4. ClassMax teachers are communicative.
When you are collecting quality information in your classroom and when reporting is as easy as ClassMax makes it, why NOT be communicative?! Information does not serve your students if it sits inside a computer program, so get it out of there! Reporting is simple in ClassMax not because the data itself is simple, but because we believe student data should be easily accessible and understandable in order to be effective. So, use those reports to communicate to students by having data chats with them about what you are seeing, hearing, and paying attention to in class (here is a great blog post on how to have data chats using ClassMax). Send reports home for parent signatures. Send reports for students you are concerned about to guidance, to the deans, to staffing specialists, to your admin teams. If you don’t use the data, then it’s just a bunch of numbers on a page.
5. ClassMax teachers are proactive.
If you are using ClassMax effectively in your classroom, meaning you are out among your students listening, observing, being attentive, and communicating, it will become much easier for you to notice trends in student learning. And when you can recognize trends, then you can proactively begin guiding students through the obstacle course of learning – steering them away from misconceptions, leading them around misunderstandings, and building bridges over their gaps in knowledge. It’s hard to be a proactive teacher from a bubble sheet. It’s hard to plan and execute effective lessons for ALL your students when you don’t know the progress of ALL your students intimately. With ClassMax, as you chronicle their learning through data collection, you are simultaneously building pathways for their learning that are based not on generalized questions and answers in an assignment or assessment, but based on something substantial, like intentional listening and observing of your students.
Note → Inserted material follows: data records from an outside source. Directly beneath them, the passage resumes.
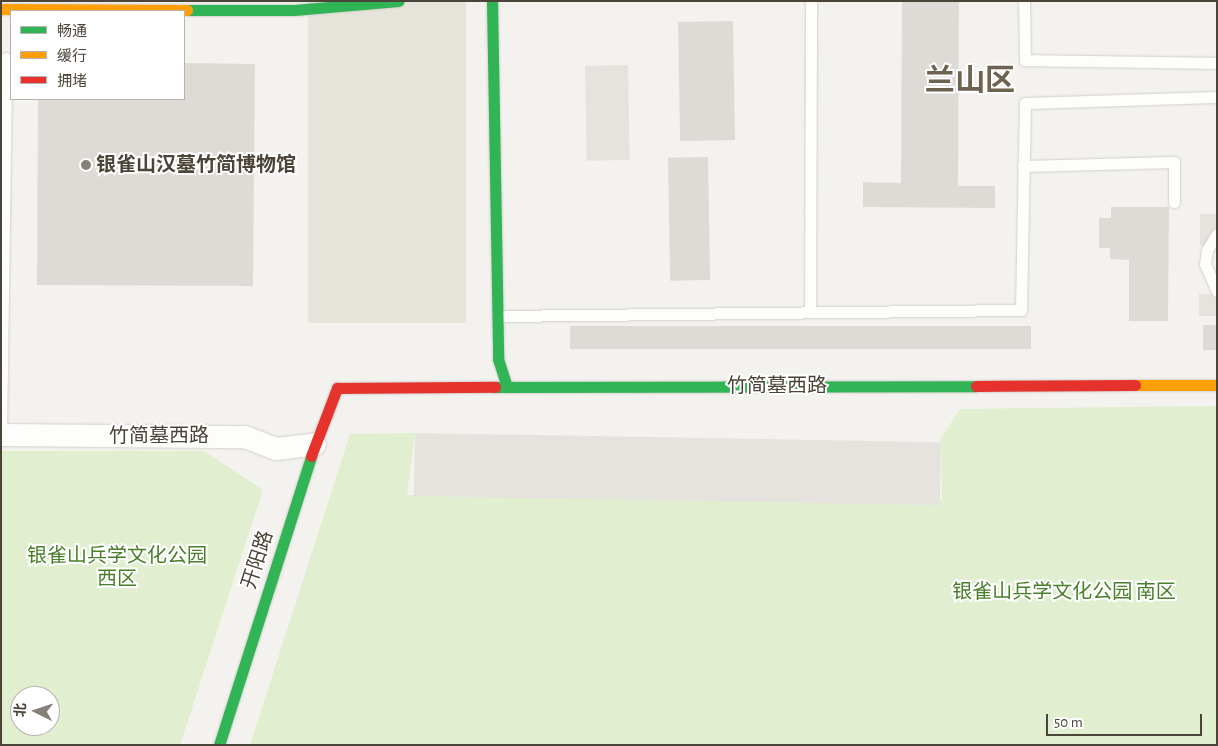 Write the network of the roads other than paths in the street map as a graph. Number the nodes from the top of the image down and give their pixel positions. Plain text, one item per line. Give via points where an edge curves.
1 (399, 1) edge
2 (492, 1) edge
3 (811, 1) edge
4 (1024, 1) edge
5 (1, 9) edge
6 (6, 58) dead end
7 (1217, 63) edge
8 (1217, 97) edge
9 (1024, 166) junction
10 (1174, 202) dead end
11 (1217, 234) edge
12 (1217, 291) edge
13 (810, 312) junction
14 (498, 316) junction
15 (1217, 385) edge
16 (506, 386) junction
17 (338, 388) joint
18 (1, 435) edge
19 (315, 444) junction
20 (218, 745) edge

1 - 5 street via 294,10
2 - 14 street
3 - 13 lane
4 - 7 lane via 1025,60
6 - 18 lane
8 - 9 lane via 1025,103
9 - 10 lane via 1174,162
9 - 13 lane via 1021,310
11 - 12 lane via 1207,250 1205,264
13 - 14 lane
14 - 16 street via 498,359
15 - 16 street, 竹简墓西路
16 - 17 street, 竹简墓西路
17 - 19 street, 开阳路
18 - 19 street, 竹简墓西路 via 245,437 277,449
19 - 20 street, 开阳路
Reactive teachers assess learning and move forward. Proactive teachers understand learning and move forward.
Can ClassMax be a tool that simply supports what you are already doing in your classroom? Sure.
Can ClassMax be a tool that makes your current teaching practices simpler? You bet.
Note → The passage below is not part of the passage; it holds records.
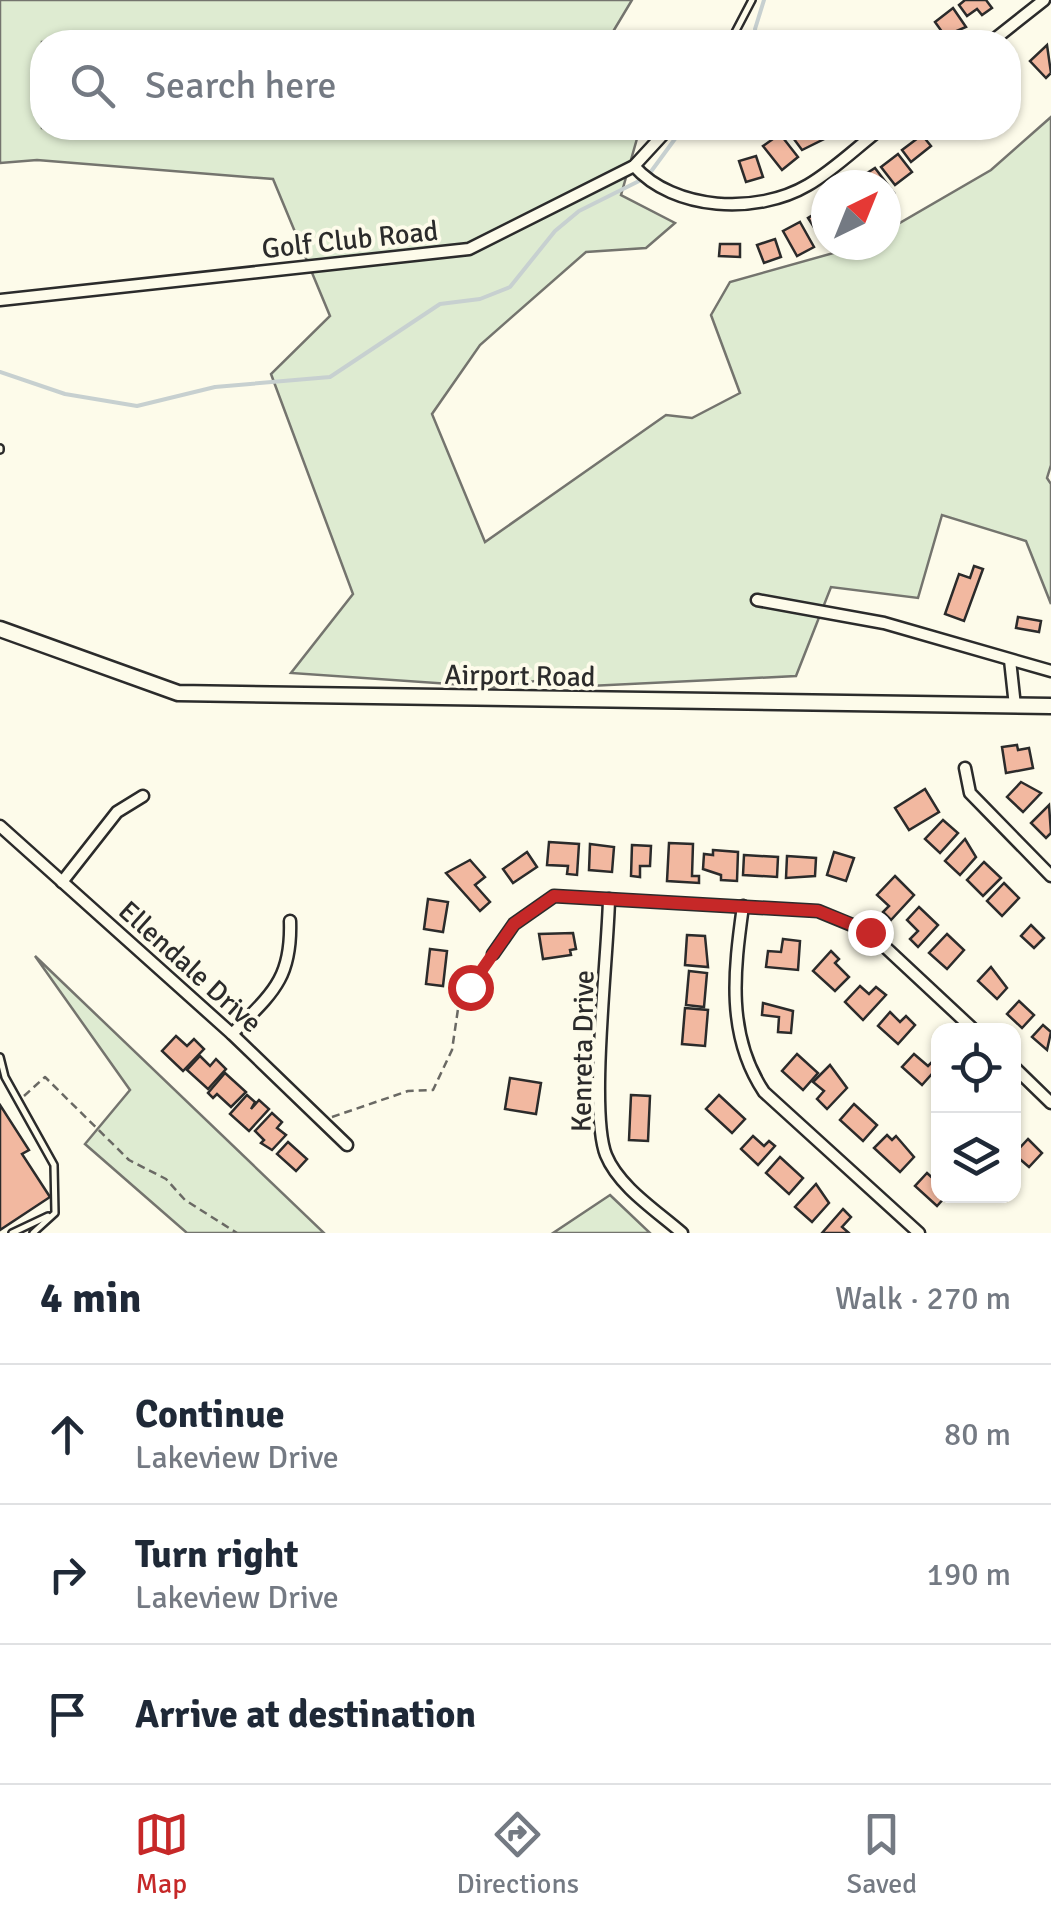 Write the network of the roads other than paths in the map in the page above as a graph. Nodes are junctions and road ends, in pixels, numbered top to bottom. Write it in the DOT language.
graph roads {
  1 [pos="752,0"];
  2 [pos="1044,0"];
  3 [pos="736,30"];
  4 [pos="1006,30"];
  5 [pos="660,140"];
  6 [pos="867,140"];
  7 [pos="638,170"];
  8 [pos="0,300"];
  9 [pos="757,600"];
  10 [pos="0,629"];
  11 [pos="1010,660"];
  12 [pos="1051,671"];
  13 [pos="1015,706"];
  14 [pos="1051,706"];
  15 [pos="965,768"];
  16 [pos="143,796"];
  17 [pos="0,826"];
  18 [pos="1051,876"];
  19 [pos="62,882"];
  20 [pos="609,899"];
  21 [pos="743,906"];
  22 [pos="290,921"];
  23 [pos="493,954"];
  24 [pos="967,1023"];
  25 [pos="232,1034"];
  26 [pos="0,1058"];
  27 [pos="1021,1075"];
  28 [pos="1051,1103"];
  29 [pos="347,1145"];
  30 [pos="55,1213"];
  31 [pos="12,1233"];
  32 [pos="33,1233"];
  33 [pos="682,1233"];
  34 [pos="919,1233"];
  1 -- 3 [label="lane"];
  2 -- 4 [label="street"];
  5 -- 7 [label="street, Golf Club Road"];
  6 -- 7 [label="street"];
  7 -- 8 [label="street, Golf Club Road"];
  9 -- 11 [label="street"];
  10 -- 13 [label="main road, Airport Road"];
  11 -- 12 [label="street"];
  11 -- 13 [label="street"];
  13 -- 14 [label="main road, Airport Road"];
  15 -- 18 [label="street"];
  16 -- 19 [label="street"];
  17 -- 19 [label="street, Ellendale Drive"];
  19 -- 25 [label="street, Ellendale Drive"];
  20 -- 21 [label="street"];
  20 -- 23 [label="street"];
  20 -- 33 [label="street, Kenreta Drive"];
  21 -- 24 [label="street"];
  21 -- 34 [label="street"];
  22 -- 25 [label="street"];
  25 -- 29 [label="street, Ellendale Drive"];
  26 -- 30 [label="lane"];
  27 -- 28 [label="street"];
  30 -- 31 [label="lane"];
  30 -- 32 [label="lane"];
}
But can ClassMax also be the guide to help you become a better teacher? ABSOLUTELY.
Through listening, observing, and being attentive, communicative, and proactive, ClassMax can not only maximize your classroom success, but can maximize your teaching practices. It can help focus you on individual students and then turn those meaningful interactions into quantifiable data. As educators, if we truly believe that students are more than a test score, it’s time we started teaching them that way.